—Berta, apaga ya la luz, que es muy tarde.
—Sí, papá, ya voy…, enseguida.
—No, enseguida no, deja ya de leer, ya te terminarás el cuento, y ahora apaga la luz, que si no mañana no hay quien te levante.
—Sí, papá, ahora mismo…
Pero Berta no está leyendo el cuento. Está mirando la imagen de esa locomotora que arrastra unos cuantos vagones en la noche, bajo la nieve, y que está detenida en un pueblo todo nevado, y lleva un faro encendido, que ilumina los copos de nieve que parecen dibujados con una tiza pequeñita. Recorre lentamente un dedo por el perfil del dibujo de la locomotora, una vieja locomotora como las que se ven en las películas de indios y vaqueros. Después, pasa dos páginas y observa esa otra ilustración en la que se ven tres lobos con las patas enterradas en la nieve, entre los árboles del bosque y al fondo los vagones del tren con las ventanas iluminadas y sobre ellos la estela de humo que la locomotora va dejando a su paso.

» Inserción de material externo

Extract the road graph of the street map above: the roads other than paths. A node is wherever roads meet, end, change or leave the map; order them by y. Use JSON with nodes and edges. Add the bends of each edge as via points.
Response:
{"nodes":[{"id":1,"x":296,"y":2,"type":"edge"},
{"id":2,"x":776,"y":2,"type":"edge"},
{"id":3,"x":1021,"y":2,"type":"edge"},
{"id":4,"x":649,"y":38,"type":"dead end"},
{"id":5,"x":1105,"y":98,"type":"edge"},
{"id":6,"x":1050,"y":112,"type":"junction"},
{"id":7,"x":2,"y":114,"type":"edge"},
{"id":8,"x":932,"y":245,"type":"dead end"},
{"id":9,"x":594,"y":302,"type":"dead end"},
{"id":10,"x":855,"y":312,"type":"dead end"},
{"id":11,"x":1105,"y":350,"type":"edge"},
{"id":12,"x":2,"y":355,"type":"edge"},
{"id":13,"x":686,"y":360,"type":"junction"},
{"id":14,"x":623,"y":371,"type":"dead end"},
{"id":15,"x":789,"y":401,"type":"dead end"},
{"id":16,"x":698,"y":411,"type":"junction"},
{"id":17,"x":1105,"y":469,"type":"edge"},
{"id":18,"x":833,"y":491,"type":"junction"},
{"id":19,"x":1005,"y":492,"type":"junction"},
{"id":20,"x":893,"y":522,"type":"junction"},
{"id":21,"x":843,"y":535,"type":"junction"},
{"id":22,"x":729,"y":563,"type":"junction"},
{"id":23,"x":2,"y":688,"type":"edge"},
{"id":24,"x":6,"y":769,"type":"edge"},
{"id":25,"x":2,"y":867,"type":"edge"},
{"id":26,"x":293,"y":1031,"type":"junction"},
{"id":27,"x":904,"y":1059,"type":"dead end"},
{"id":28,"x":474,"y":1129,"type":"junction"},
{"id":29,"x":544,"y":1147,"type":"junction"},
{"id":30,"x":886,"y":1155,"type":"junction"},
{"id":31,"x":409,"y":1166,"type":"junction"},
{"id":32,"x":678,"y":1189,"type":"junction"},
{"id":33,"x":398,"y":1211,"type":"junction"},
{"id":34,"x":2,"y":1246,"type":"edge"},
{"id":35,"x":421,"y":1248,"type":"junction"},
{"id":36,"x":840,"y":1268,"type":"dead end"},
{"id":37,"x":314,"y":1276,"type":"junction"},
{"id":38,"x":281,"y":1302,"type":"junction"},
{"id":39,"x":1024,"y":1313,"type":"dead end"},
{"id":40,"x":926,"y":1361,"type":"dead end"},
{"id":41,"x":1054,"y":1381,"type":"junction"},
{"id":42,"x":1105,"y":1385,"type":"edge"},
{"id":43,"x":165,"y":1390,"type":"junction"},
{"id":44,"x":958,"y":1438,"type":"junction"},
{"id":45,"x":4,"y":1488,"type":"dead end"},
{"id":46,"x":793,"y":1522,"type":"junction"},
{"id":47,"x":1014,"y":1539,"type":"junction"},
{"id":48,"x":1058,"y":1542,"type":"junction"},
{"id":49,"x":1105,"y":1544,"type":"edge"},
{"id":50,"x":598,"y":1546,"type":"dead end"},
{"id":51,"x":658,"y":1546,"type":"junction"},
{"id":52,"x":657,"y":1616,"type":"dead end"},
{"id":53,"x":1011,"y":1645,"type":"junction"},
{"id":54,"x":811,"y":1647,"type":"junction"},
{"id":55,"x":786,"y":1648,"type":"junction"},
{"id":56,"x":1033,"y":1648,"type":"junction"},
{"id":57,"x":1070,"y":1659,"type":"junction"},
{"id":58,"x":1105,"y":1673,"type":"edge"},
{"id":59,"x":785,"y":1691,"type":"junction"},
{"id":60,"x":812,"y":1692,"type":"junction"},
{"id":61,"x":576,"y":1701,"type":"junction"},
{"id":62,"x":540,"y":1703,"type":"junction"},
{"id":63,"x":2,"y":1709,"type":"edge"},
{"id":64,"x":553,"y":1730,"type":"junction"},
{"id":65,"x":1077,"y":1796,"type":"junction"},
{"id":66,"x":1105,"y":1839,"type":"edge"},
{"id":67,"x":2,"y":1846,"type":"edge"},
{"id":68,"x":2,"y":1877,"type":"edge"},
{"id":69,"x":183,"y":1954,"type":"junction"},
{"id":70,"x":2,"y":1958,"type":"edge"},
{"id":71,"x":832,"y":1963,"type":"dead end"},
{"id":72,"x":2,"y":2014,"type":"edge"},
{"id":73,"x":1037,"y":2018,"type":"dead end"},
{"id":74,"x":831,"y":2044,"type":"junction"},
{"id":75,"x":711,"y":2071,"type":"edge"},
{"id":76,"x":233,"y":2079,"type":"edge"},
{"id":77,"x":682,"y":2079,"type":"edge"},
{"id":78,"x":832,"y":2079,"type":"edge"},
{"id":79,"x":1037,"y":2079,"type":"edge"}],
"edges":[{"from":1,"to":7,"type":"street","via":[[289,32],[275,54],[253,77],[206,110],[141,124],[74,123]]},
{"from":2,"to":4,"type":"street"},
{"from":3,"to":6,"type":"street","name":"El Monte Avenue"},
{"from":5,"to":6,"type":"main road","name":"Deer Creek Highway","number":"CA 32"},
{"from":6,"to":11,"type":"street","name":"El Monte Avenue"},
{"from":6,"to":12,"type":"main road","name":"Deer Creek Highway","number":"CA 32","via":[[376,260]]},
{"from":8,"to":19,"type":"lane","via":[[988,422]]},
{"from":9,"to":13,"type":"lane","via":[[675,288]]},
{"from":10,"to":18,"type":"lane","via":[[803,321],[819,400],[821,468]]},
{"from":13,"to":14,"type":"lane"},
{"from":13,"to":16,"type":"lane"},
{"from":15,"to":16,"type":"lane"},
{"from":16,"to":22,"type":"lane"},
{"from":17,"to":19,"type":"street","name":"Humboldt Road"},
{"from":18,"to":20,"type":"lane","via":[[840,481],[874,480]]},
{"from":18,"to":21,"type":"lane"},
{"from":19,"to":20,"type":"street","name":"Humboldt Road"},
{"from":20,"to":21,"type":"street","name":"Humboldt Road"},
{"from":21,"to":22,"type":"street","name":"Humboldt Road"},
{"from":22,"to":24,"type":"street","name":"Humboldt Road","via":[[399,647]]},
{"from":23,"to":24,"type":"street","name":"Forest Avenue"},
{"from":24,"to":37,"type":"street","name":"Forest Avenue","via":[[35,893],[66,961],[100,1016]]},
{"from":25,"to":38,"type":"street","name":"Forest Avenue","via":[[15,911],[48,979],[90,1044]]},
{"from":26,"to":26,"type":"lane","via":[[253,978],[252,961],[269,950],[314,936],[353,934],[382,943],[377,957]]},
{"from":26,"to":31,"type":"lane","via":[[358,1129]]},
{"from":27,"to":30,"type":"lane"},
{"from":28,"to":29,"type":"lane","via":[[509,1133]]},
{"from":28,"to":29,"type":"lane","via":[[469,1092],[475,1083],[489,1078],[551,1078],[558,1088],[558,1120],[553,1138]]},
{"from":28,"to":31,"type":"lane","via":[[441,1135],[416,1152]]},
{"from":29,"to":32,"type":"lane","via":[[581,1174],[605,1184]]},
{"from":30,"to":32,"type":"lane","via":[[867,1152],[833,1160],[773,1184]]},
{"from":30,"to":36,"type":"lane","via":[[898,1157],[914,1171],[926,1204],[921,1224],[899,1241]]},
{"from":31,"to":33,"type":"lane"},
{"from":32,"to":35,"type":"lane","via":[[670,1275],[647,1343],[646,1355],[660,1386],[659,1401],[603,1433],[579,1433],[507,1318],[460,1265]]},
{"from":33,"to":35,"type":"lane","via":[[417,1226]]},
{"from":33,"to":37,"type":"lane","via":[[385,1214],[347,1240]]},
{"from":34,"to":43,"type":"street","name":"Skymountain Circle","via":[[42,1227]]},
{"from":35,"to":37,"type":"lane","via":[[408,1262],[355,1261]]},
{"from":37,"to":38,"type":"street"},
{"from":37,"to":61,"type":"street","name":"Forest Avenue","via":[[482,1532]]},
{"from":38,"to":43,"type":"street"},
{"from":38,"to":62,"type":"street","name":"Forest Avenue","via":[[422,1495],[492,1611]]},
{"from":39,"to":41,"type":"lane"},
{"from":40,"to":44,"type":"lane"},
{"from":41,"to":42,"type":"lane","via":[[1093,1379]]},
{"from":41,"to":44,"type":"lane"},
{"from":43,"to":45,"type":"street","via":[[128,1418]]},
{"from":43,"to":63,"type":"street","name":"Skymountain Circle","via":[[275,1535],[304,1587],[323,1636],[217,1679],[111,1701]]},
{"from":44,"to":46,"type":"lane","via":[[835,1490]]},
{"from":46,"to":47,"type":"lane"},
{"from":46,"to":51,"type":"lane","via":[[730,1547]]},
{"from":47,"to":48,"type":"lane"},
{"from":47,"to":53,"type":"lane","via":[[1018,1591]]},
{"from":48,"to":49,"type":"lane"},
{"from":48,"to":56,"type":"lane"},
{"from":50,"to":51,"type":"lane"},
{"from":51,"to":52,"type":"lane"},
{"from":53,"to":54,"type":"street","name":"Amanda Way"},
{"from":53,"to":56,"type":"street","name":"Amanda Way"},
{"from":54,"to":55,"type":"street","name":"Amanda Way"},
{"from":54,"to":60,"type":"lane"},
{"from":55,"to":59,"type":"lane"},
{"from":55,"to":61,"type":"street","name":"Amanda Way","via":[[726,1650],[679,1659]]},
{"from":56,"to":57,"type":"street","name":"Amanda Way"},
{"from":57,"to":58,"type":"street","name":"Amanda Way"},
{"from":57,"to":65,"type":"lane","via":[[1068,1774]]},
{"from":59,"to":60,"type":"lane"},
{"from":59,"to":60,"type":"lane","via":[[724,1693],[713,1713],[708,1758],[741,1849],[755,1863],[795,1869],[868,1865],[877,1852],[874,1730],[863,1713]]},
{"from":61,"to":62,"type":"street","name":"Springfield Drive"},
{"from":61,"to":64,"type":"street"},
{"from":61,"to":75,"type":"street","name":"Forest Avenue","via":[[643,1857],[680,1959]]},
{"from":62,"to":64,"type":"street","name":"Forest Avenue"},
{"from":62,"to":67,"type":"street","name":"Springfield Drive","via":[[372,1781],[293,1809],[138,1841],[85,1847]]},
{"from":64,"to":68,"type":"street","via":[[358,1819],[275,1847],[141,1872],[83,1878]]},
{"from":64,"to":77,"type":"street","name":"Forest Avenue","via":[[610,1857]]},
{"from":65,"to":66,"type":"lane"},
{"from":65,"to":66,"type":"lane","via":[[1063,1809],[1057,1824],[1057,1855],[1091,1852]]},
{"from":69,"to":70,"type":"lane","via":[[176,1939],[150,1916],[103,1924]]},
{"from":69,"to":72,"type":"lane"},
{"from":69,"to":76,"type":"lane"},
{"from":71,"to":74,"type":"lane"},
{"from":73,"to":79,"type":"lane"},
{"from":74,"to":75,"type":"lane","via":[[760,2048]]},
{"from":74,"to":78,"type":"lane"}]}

Y Berta piensa que le gustaría ir en ese tren que atraviesa el bosque nevado, y en ese pensamiento se duerme, y sueña. Sueña que viaja en un tren que asciende por una montaña nevada y que llega a una ciudad toda iluminada con muchas bombillas, y es de noche, y es Navidad, y ella es una princesa, y el tren atraviesa un puente, y desde la ventana por la que ella mira se ven los tejados de las casas; parecen las casas de un cuento. Están iluminados por muchas bombillas pequeñas como esas guirnaldas luminosas que se colocan en los árboles de Navidad. Entonces, el tren se detiene y Berta abandona su asiento, atraviesa el pasillo, llega hasta la puerta del vagón, que ya está abierta, y se asoma a la estación iluminada bajo la noche, y ya no nieva y, como es una princesa, una carroza la espera bajo un cielo lleno de estrellas que brillan casi tanto como las bombillas que iluminan esa ciudad de cuento.